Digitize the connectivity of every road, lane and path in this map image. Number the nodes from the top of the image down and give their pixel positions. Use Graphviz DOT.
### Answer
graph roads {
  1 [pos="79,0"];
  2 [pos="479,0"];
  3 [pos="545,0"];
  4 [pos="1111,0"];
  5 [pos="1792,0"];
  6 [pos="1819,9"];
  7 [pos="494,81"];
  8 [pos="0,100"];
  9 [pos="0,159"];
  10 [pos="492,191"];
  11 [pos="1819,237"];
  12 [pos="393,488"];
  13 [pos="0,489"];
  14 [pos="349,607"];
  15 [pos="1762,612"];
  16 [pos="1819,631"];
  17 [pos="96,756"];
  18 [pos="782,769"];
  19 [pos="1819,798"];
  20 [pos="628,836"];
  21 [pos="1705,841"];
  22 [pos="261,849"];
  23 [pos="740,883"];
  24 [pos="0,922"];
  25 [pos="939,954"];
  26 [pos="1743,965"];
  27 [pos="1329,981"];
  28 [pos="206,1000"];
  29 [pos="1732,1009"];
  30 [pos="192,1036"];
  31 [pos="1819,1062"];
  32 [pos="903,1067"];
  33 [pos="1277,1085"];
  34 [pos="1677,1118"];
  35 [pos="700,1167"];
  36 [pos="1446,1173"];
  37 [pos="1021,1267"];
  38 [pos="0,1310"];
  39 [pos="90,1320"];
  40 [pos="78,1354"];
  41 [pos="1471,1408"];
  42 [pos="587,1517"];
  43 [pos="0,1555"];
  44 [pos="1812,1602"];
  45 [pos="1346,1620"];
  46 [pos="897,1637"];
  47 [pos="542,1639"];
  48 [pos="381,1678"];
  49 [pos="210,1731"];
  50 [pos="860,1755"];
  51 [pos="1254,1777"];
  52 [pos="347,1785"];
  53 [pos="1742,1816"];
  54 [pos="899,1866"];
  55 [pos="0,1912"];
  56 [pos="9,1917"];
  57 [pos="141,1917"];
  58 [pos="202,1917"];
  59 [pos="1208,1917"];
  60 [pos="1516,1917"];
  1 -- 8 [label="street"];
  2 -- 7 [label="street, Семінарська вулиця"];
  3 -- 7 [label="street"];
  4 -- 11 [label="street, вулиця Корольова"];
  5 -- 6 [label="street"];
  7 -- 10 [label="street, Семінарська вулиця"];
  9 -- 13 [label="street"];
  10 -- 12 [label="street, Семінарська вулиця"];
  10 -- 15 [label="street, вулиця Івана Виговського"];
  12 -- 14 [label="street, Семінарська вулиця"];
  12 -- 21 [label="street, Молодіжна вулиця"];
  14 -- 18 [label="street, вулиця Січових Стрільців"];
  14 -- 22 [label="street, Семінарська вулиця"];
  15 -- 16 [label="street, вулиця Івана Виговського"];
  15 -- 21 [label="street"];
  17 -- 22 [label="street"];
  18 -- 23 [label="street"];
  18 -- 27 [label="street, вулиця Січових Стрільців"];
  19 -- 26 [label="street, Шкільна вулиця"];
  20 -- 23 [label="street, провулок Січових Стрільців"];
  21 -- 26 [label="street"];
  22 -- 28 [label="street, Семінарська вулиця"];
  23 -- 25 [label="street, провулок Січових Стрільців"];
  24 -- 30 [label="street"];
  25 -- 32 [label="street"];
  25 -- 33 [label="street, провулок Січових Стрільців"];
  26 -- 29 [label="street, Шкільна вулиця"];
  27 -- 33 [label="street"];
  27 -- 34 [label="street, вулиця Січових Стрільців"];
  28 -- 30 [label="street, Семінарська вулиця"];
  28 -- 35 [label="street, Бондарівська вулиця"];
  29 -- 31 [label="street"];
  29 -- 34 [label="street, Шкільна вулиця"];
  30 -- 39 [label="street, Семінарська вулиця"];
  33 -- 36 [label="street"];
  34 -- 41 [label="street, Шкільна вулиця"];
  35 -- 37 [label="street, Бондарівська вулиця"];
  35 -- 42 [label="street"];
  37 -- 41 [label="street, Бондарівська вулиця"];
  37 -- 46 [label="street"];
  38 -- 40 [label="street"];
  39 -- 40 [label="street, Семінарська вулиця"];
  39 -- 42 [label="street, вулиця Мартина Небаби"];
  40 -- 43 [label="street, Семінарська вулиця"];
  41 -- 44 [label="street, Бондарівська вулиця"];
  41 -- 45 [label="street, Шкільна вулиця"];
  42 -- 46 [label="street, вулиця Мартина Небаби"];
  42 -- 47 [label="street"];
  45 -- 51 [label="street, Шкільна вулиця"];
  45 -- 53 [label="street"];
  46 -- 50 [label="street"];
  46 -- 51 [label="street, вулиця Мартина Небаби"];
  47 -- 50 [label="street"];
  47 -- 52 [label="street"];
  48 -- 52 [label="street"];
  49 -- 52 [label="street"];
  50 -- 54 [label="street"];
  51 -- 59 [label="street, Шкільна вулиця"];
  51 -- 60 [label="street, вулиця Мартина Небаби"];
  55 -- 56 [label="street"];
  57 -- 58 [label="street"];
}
++++++++
What needs to be done: Search the material for the word "Виговського" and copy each line where it occurs.

Response to this exercise:
  10 -- 15 [label="street, вулиця Івана Виговського"];
  15 -- 16 [label="street, вулиця Івана Виговського"];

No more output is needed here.